Problem details
Pick each line that has "West" out of the records.

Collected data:

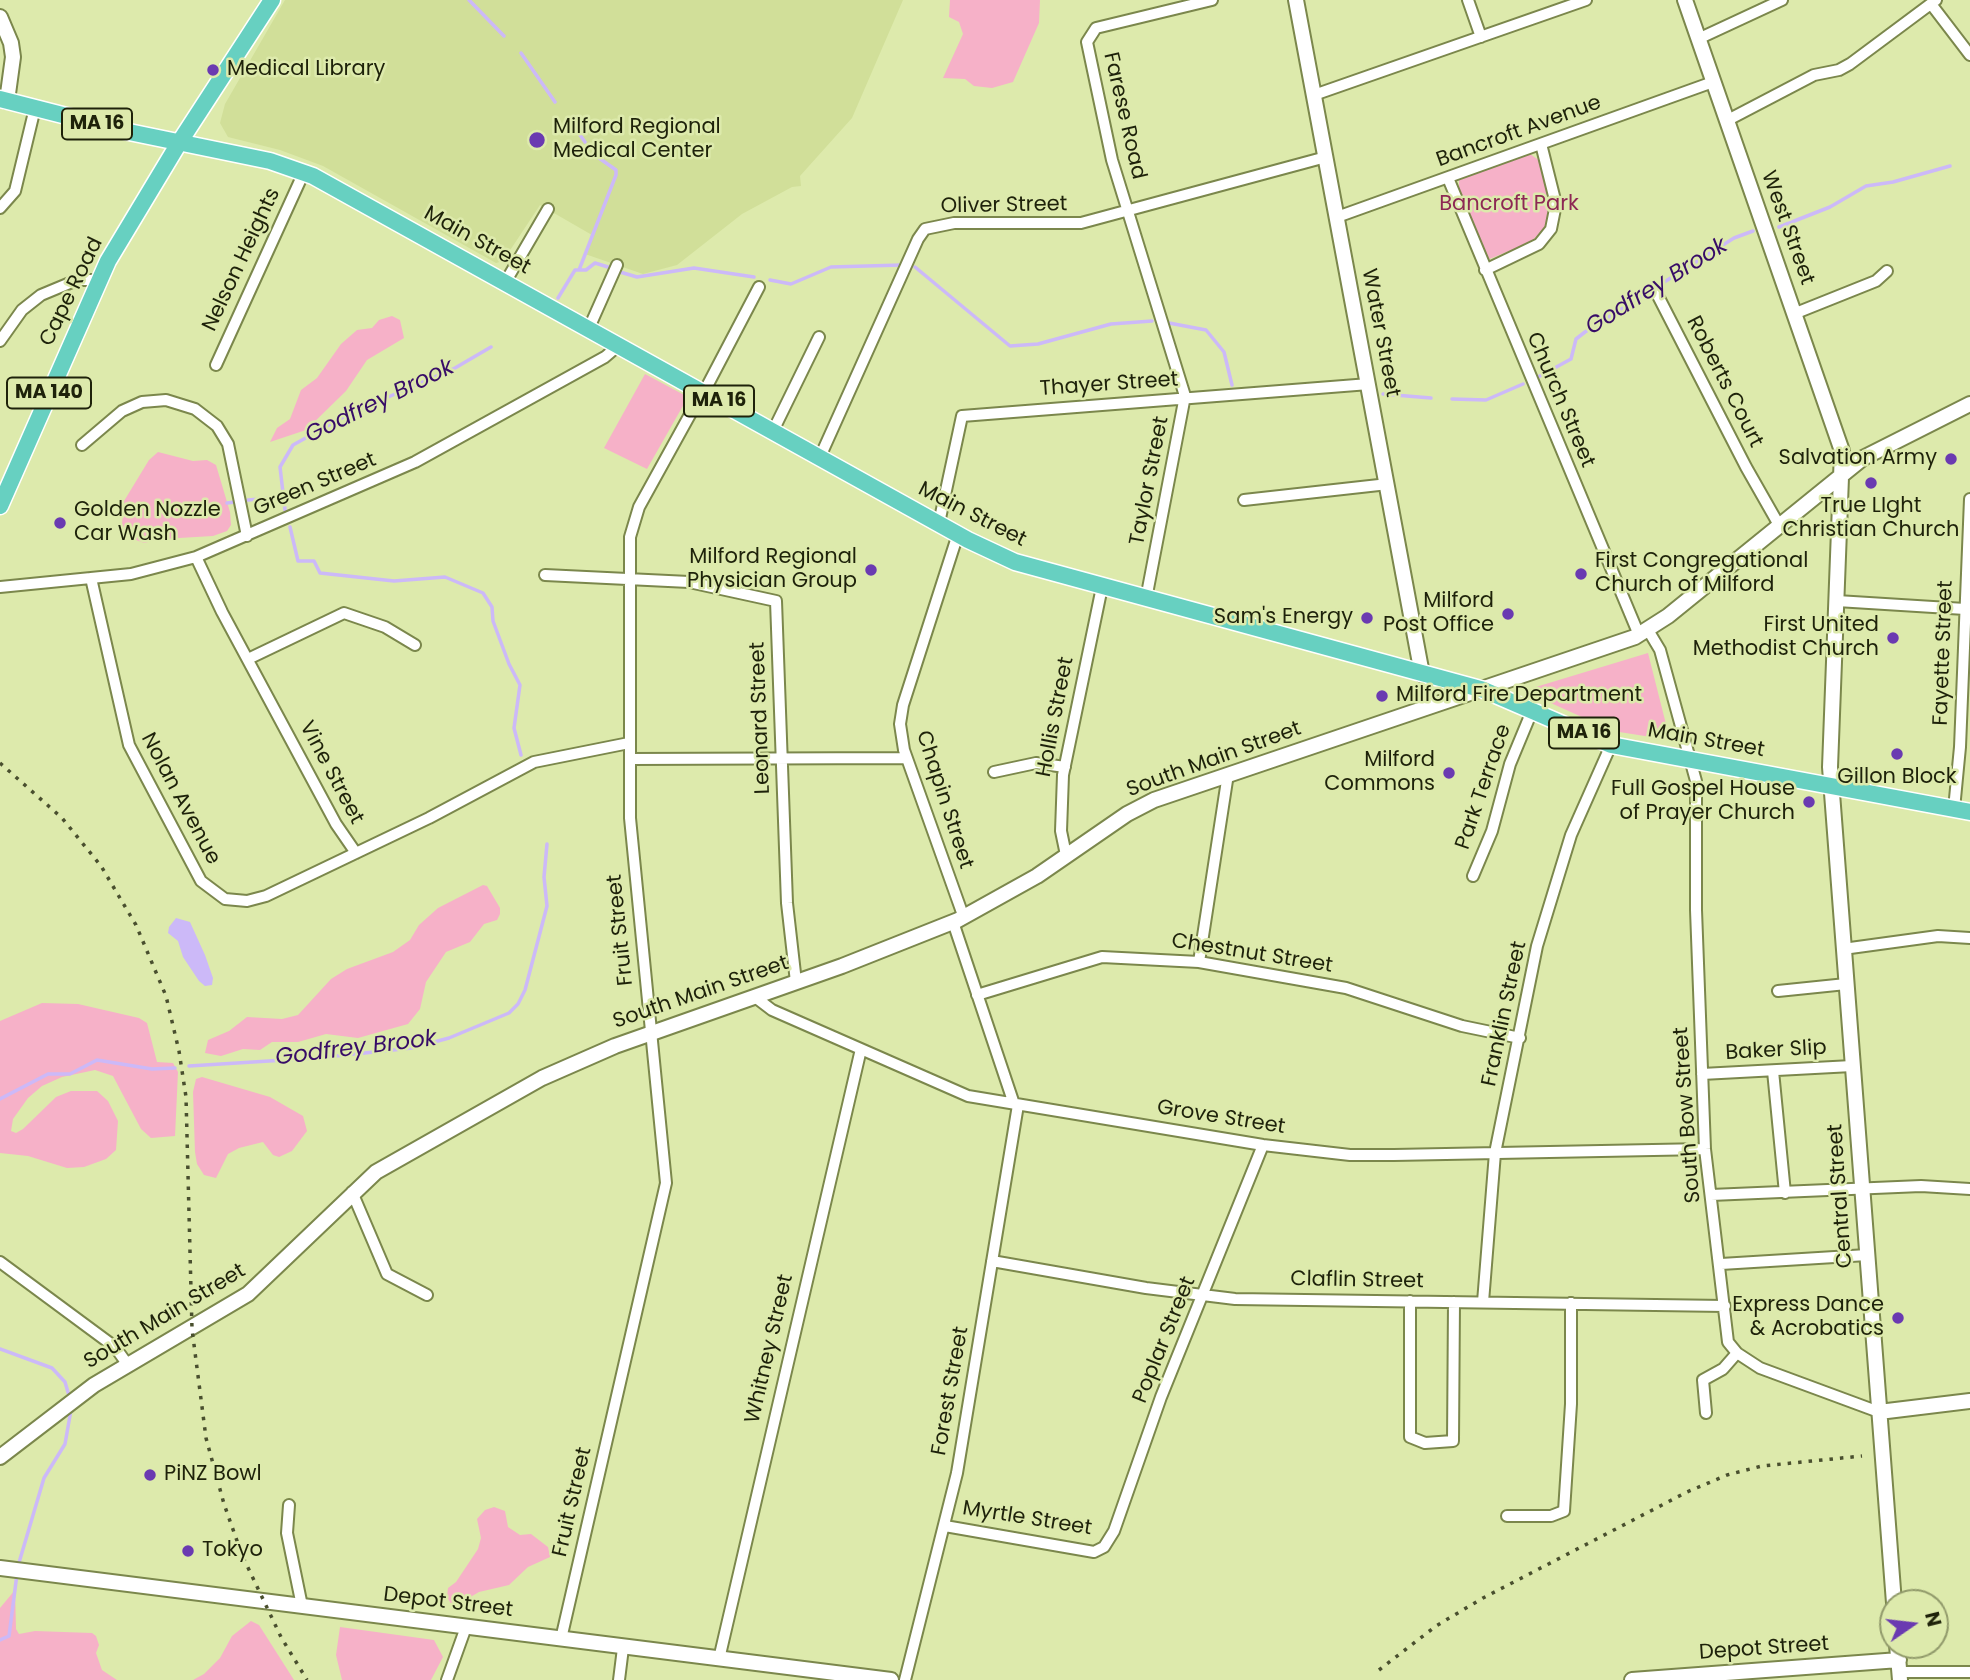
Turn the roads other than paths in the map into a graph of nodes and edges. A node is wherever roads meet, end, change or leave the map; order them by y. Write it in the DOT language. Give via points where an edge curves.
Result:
graph roads {
  1 [pos="272,0"];
  2 [pos="1212,0"];
  3 [pos="1296,0"];
  4 [pos="1468,0"];
  5 [pos="1586,0"];
  6 [pos="1685,0"];
  7 [pos="1782,0"];
  8 [pos="1934,2"];
  9 [pos="0,17"];
  10 [pos="1480,37"];
  11 [pos="1698,38"];
  12 [pos="1970,55"];
  13 [pos="1713,82"];
  14 [pos="1314,95"];
  15 [pos="7,101"];
  16 [pos="35,108"];
  17 [pos="1727,121"];
  18 [pos="179,143"];
  19 [pos="1541,144"];
  20 [pos="1326,157"];
  21 [pos="304,172"];
  22 [pos="1448,178"];
  23 [pos="0,208"];
  24 [pos="548,209"];
  25 [pos="1126,210"];
  26 [pos="1337,218"];
  27 [pos="617,265"];
  28 [pos="1485,270"];
  29 [pos="1888,271"];
  30 [pos="99,280"];
  31 [pos="506,281"];
  32 [pos="759,287"];
  33 [pos="1656,292"];
  34 [pos="1796,313"];
  35 [pos="589,328"];
  36 [pos="818,337"];
  37 [pos="0,341"];
  38 [pos="619,345"];
  39 [pos="216,365"];
  40 [pos="1369,384"];
  41 [pos="703,392"];
  42 [pos="1185,399"];
  43 [pos="1968,409"];
  44 [pos="773,431"];
  45 [pos="82,445"];
  46 [pos="820,457"];
  47 [pos="1843,472"];
  48 [pos="1388,484"];
  49 [pos="1970,499"];
  50 [pos="1244,500"];
  51 [pos="0,506"];
  52 [pos="939,523"];
  53 [pos="1779,525"];
  54 [pos="958,534"];
  55 [pos="247,536"];
  56 [pos="196,556"];
  57 [pos="545,575"];
  58 [pos="629,577"];
  59 [pos="91,579"];
  60 [pos="0,587"];
  61 [pos="1102,587"];
  62 [pos="1146,599"];
  63 [pos="1837,601"];
  64 [pos="1965,610"];
  65 [pos="1644,632"];
  66 [pos="415,645"];
  67 [pos="248,659"];
  68 [pos="1422,674"];
  69 [pos="1483,690"];
  70 [pos="1532,711"];
  71 [pos="629,743"];
  72 [pos="1611,745"];
  73 [pos="906,758"];
  74 [pos="629,759"];
  75 [pos="781,760"];
  76 [pos="1689,760"];
  77 [pos="1065,767"];
  78 [pos="994,772"];
  79 [pos="1228,774"];
  80 [pos="1831,785"];
  81 [pos="1962,811"];
  82 [pos="355,853"];
  83 [pos="1066,855"];
  84 [pos="1473,876"];
  85 [pos="958,920"];
  86 [pos="1970,939"];
  87 [pos="1843,949"];
  88 [pos="1199,962"];
  89 [pos="796,982"];
  90 [pos="1846,984"];
  91 [pos="1778,991"];
  92 [pos="977,996"];
  93 [pos="755,997"];
  94 [pos="651,1033"];
  95 [pos="1520,1038"];
  96 [pos="861,1049"];
  97 [pos="1852,1066"];
  98 [pos="1773,1070"];
  99 [pos="1702,1074"];
  100 [pos="1016,1104"];
  101 [pos="1263,1145"];
  102 [pos="1705,1149"];
  103 [pos="1495,1153"];
  104 [pos="1862,1189"];
  105 [pos="1970,1189"];
  106 [pos="352,1192"];
  107 [pos="1784,1193"];
  108 [pos="1711,1195"];
  109 [pos="1867,1255"];
  110 [pos="992,1261"];
  111 [pos="0,1262"];
  112 [pos="1721,1264"];
  113 [pos="427,1295"];
  114 [pos="1202,1296"];
  115 [pos="1410,1301"];
  116 [pos="1454,1301"];
  117 [pos="1483,1302"];
  118 [pos="1571,1303"];
  119 [pos="1725,1306"];
  120 [pos="1737,1353"];
  121 [pos="128,1365"];
  122 [pos="1970,1401"];
  123 [pos="1879,1412"];
  124 [pos="1706,1413"];
  125 [pos="0,1457"];
  126 [pos="289,1505"];
  127 [pos="1507,1516"];
  128 [pos="945,1526"];
  129 [pos="1102,1548"];
  130 [pos="4,1569"];
  131 [pos="1893,1589"];
  132 [pos="302,1606"];
  133 [pos="466,1627"];
  134 [pos="561,1639"];
  135 [pos="623,1648"];
  136 [pos="719,1659"];
  137 [pos="1899,1664"];
  138 [pos="1970,1672"];
  139 [pos="447,1680"];
  140 [pos="619,1680"];
  141 [pos="891,1680"];
  142 [pos="905,1680"];
  143 [pos="1632,1680"];
  1 -- 18 [label="main road, MA 140"];
  2 -- 25 [label="street, Farese Road" via="1098,27 1088,37 1101,119"];
  3 -- 14 [label="main road, Water Street"];
  4 -- 10 [label="street"];
  5 -- 10 [label="street"];
  6 -- 11 [label="main road, West Street"];
  7 -- 11 [label="street"];
  8 -- 12 [label="street"];
  8 -- 17 [label="street" via="1850,64 1814,75"];
  9 -- 15 [label="main road" via="13,57"];
  10 -- 14 [label="street"];
  11 -- 13 [label="main road, West Street"];
  13 -- 17 [label="main road, West Street"];
  13 -- 19 [label="street, Bancroft Avenue"];
  14 -- 20 [label="main road, Water Street"];
  15 -- 16 [label="main road, Main Street / MA 16"];
  16 -- 18 [label="main road, Main Street / MA 16"];
  16 -- 23 [label="street" via="14,194"];
  17 -- 34 [label="main road, West Street"];
  18 -- 21 [label="main road, Main Street / MA 16"];
  18 -- 30 [label="main road, Cape Road / MA 140"];
  19 -- 22 [label="street, Bancroft Avenue"];
  19 -- 28 [label="street" via="1556,204 1552,229 1539,244"];
  20 -- 25 [label="street, Oliver Street"];
  20 -- 26 [label="main road, Water Street"];
  21 -- 31 [label="main road, Main Street / MA 16"];
  21 -- 39 [label="street, Nelson Heights"];
  22 -- 26 [label="street, Bancroft Avenue"];
  22 -- 28 [label="street, Church Street"];
  24 -- 31 [label="street"];
  25 -- 42 [label="street, Taylor Street"];
  25 -- 46 [label="street, Oliver Street" via="1073,224 947,223 925,229"];
  26 -- 40 [label="main road, Water Street"];
  27 -- 35 [label="street"];
  28 -- 65 [label="street, Church Street"];
  29 -- 34 [label="street" via="1876,281"];
  30 -- 37 [label="street" via="77,280 41,295 22,310"];
  30 -- 51 [label="main road, Cape Road / MA 140"];
  31 -- 35 [label="main road, Main Street / MA 16"];
  32 -- 41 [label="street, Fruit Street"];
  33 -- 53 [label="street, Roberts Court"];
  34 -- 47 [label="main road, West Street" via="1842,451"];
  35 -- 38 [label="main road, Main Street / MA 16"];
  36 -- 44 [label="street"];
  38 -- 41 [label="main road, Main Street / MA 16"];
  38 -- 55 [label="street, Green Street" via="423,458"];
  40 -- 42 [label="street, Thayer Street"];
  40 -- 48 [label="main road, Water Street"];
  41 -- 44 [label="main road, Main Street / MA 16"];
  41 -- 58 [label="street, Fruit Street" via="636,512 629,542"];
  42 -- 52 [label="street, Thayer Street" via="962,416"];
  42 -- 62 [label="street, Taylor Street"];
  43 -- 47 [label="main road, South Main Street" via="1886,445"];
  44 -- 46 [label="main road, Main Street / MA 16"];
  45 -- 55 [label="street" via="122,411 139,403 166,400 195,409 214,423 228,444"];
  46 -- 52 [label="main road, Main Street / MA 16"];
  47 -- 53 [label="main road, South Main Street"];
  47 -- 63 [label="main road, West Street"];
  48 -- 50 [label="street"];
  48 -- 68 [label="main road, Water Street"];
  49 -- 64 [label="street, Fayette Street"];
  52 -- 54 [label="main road, Main Street / MA 16"];
  53 -- 65 [label="main road, South Main Street"];
  54 -- 61 [label="main road, Main Street / MA 16" via="1015,562"];
  54 -- 73 [label="street, Chapin Street" via="902,710"];
  55 -- 56 [label="street, Green Street"];
  56 -- 59 [label="street, Green Street" via="141,572"];
  56 -- 67 [label="street, Vine Street"];
  57 -- 58 [label="street"];
  58 -- 71 [label="street, Fruit Street"];
  58 -- 75 [label="street, Leonard Street" via="695,582 776,601"];
  59 -- 60 [label="street, Green Street"];
  59 -- 82 [label="street, Nolan Avenue" via="129,745 201,881 214,894 230,900 261,898"];
  61 -- 62 [label="main road, Main Street / MA 16"];
  61 -- 77 [label="street, Hollis Street"];
  62 -- 68 [label="main road, Main Street / MA 16"];
  63 -- 64 [label="street"];
  63 -- 80 [label="main road, Central Street"];
  64 -- 81 [label="street, Fayette Street"];
  65 -- 69 [label="main road, South Main Street"];
  65 -- 76 [label="street, Church Street" via="1660,650"];
  66 -- 67 [label="street" via="385,627 344,613"];
  67 -- 82 [label="street, Vine Street"];
  68 -- 69 [label="main road, Main Street / MA 16"];
  69 -- 70 [label="main road, Main Street / MA 16"];
  69 -- 79 [label="main road, South Main Street"];
  70 -- 72 [label="main road, Main Street / MA 16"];
  70 -- 84 [label="street, Park Terrace"];
  71 -- 74 [label="street, Fruit Street"];
  71 -- 82 [label="street, Vine Street" via="528,765"];
  72 -- 76 [label="main road, Main Street / MA 16"];
  72 -- 95 [label="street, Franklin Street" via="1555,883 1537,946"];
  73 -- 75 [label="street"];
  73 -- 85 [label="street, Chapin Street"];
  74 -- 75 [label="street"];
  74 -- 94 [label="street, Fruit Street" via="633,858"];
  75 -- 89 [label="street, Leonard Street" via="787,903"];
  76 -- 80 [label="main road, Main Street / MA 16"];
  76 -- 99 [label="street, South Bow Street" via="1696,781"];
  77 -- 78 [label="street" via="1036,763"];
  77 -- 83 [label="street, Hollis Street" via="1061,819"];
  79 -- 83 [label="main road, South Main Street" via="1154,800"];
  79 -- 88 [label="street"];
  80 -- 81 [label="main road, Main Street / MA 16"];
  80 -- 87 [label="main road, Central Street"];
  83 -- 85 [label="main road, South Main Street"];
  85 -- 89 [label="main road, South Main Street"];
  85 -- 92 [label="street, Forest Street"];
  86 -- 87 [label="street" via="1938,936"];
  87 -- 90 [label="main road, Central Street"];
  88 -- 92 [label="street, Chestnut Street" via="1102,957"];
  88 -- 95 [label="street, Chestnut Street" via="1346,988 1462,1026"];
  89 -- 93 [label="main road, South Main Street"];
  90 -- 91 [label="street"];
  90 -- 97 [label="main road, Central Street"];
  92 -- 100 [label="street, Forest Street"];
  93 -- 94 [label="main road, South Main Street"];
  93 -- 96 [label="street, Grove Street" via="768,1008"];
  94 -- 106 [label="main road, South Main Street" via="531,1084 401,1155"];
  94 -- 134 [label="street, Fruit Street" via="666,1165 664,1196"];
  95 -- 103 [label="street, Franklin Street"];
  96 -- 100 [label="street, Grove Street" via="966,1095"];
  96 -- 136 [label="street, Whitney Street"];
  97 -- 98 [label="street, Baker Slip"];
  97 -- 104 [label="main road, Central Street"];
  98 -- 99 [label="street, Baker Slip"];
  98 -- 107 [label="street"];
  99 -- 102 [label="street, South Bow Street"];
  100 -- 101 [label="street, Grove Street"];
  100 -- 110 [label="street, Forest Street"];
  101 -- 103 [label="street, Grove Street" via="1350,1155"];
  101 -- 114 [label="street, Poplar Street"];
  102 -- 103 [label="street, Grove Street"];
  102 -- 108 [label="street, South Bow Street"];
  103 -- 117 [label="street, Franklin Street"];
  104 -- 105 [label="street"];
  104 -- 107 [label="street"];
  104 -- 109 [label="main road, Central Street"];
  106 -- 113 [label="street" via="387,1274"];
  106 -- 121 [label="main road, South Main Street" via="248,1294"];
  107 -- 108 [label="street"];
  108 -- 112 [label="street, South Bow Street"];
  109 -- 112 [label="street"];
  109 -- 123 [label="main road, Central Street"];
  110 -- 114 [label="street, Claflin Street"];
  110 -- 128 [label="street, Forest Street"];
  111 -- 121 [label="street" via="110,1343"];
  112 -- 119 [label="street, South Bow Street"];
  114 -- 115 [label="street, Claflin Street"];
  114 -- 129 [label="street, Poplar Street" via="1114,1531"];
  115 -- 116 [label="street, Claflin Street"];
  115 -- 116 [label="street" via="1410,1437 1425,1443 1453,1441"];
  116 -- 117 [label="street, Claflin Street"];
  117 -- 118 [label="street, Claflin Street"];
  118 -- 119 [label="street, Claflin Street"];
  118 -- 127 [label="street" via="1564,1511 1551,1516"];
  119 -- 120 [label="street, South Bow Street" via="1728,1342"];
  120 -- 123 [label="street" via="1760,1368"];
  120 -- 124 [label="street" via="1723,1369 1703,1380"];
  121 -- 125 [label="main road, South Main Street" via="79,1395"];
  122 -- 123 [label="main road"];
  123 -- 131 [label="main road, Central Street"];
  126 -- 132 [label="street" via="287,1536"];
  128 -- 129 [label="street, Myrtle Street" via="1094,1552"];
  128 -- 142 [label="street, Forest Street"];
  130 -- 132 [label="main road, Depot Street"];
  132 -- 133 [label="main road, Depot Street"];
  133 -- 134 [label="main road, Depot Street"];
  133 -- 139 [label="street"];
  134 -- 135 [label="main road, Depot Street"];
  135 -- 136 [label="main road, Depot Street"];
  135 -- 140 [label="street"];
  136 -- 141 [label="main road, Depot Street"];
  137 -- 138 [label="street"];
  137 -- 143 [label="main road, Depot Street"];
}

Result of this exercise
  6 -- 11 [label="main road, West Street"];
  11 -- 13 [label="main road, West Street"];
  13 -- 17 [label="main road, West Street"];
  17 -- 34 [label="main road, West Street"];
  34 -- 47 [label="main road, West Street" via="1842,451"];
  47 -- 63 [label="main road, West Street"];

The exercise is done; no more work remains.